• _TASK DESCRIPTION_: Please restate exactly the lines of the data below, beginning with the line containing "Left hand at" and ending with the last line.

(Bounding box coordinate data)

#####

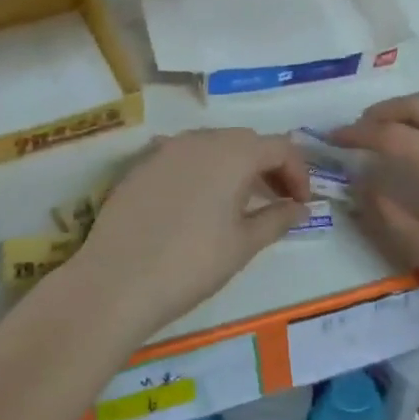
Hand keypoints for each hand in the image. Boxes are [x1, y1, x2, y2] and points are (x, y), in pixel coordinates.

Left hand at [71, 129, 309, 337]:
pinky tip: (198, 202)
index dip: (298, 172)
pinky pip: (182, 156)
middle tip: (277, 200)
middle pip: (245, 141)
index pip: (279, 147)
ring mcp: (164, 149)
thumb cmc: (191, 263)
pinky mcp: (140, 166)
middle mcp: (199, 139)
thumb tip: (300, 208)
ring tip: (240, 202)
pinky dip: (202, 170)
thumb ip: (277, 219)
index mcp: (232, 153)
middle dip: (268, 166)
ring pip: (212, 144)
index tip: (302, 204)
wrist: (117, 280)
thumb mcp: (243, 244)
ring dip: (234, 165)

#####

• _RESPONSE AREA_:
Left hand at [71, 129, 309, 337]:
pinky tip: (198, 202)
index dip: (298, 172)
pinky pip: (182, 156)
middle tip: (277, 200)
middle pip: (245, 141)
index pip: (279, 147)
ring mcp: (164, 149)
thumb cmc: (191, 263)
pinky mcp: (140, 166)
middle mcp: (199, 139)
thumb tip: (300, 208)
ring tip: (240, 202)
pinky dip: (202, 170)
thumb ip: (277, 219)
index mcp: (232, 153)
middle dip: (268, 166)
ring pip: (212, 144)
index tip: (302, 204)
wrist: (117, 280)
thumb mcp: (243, 244)
ring dip: (234, 165)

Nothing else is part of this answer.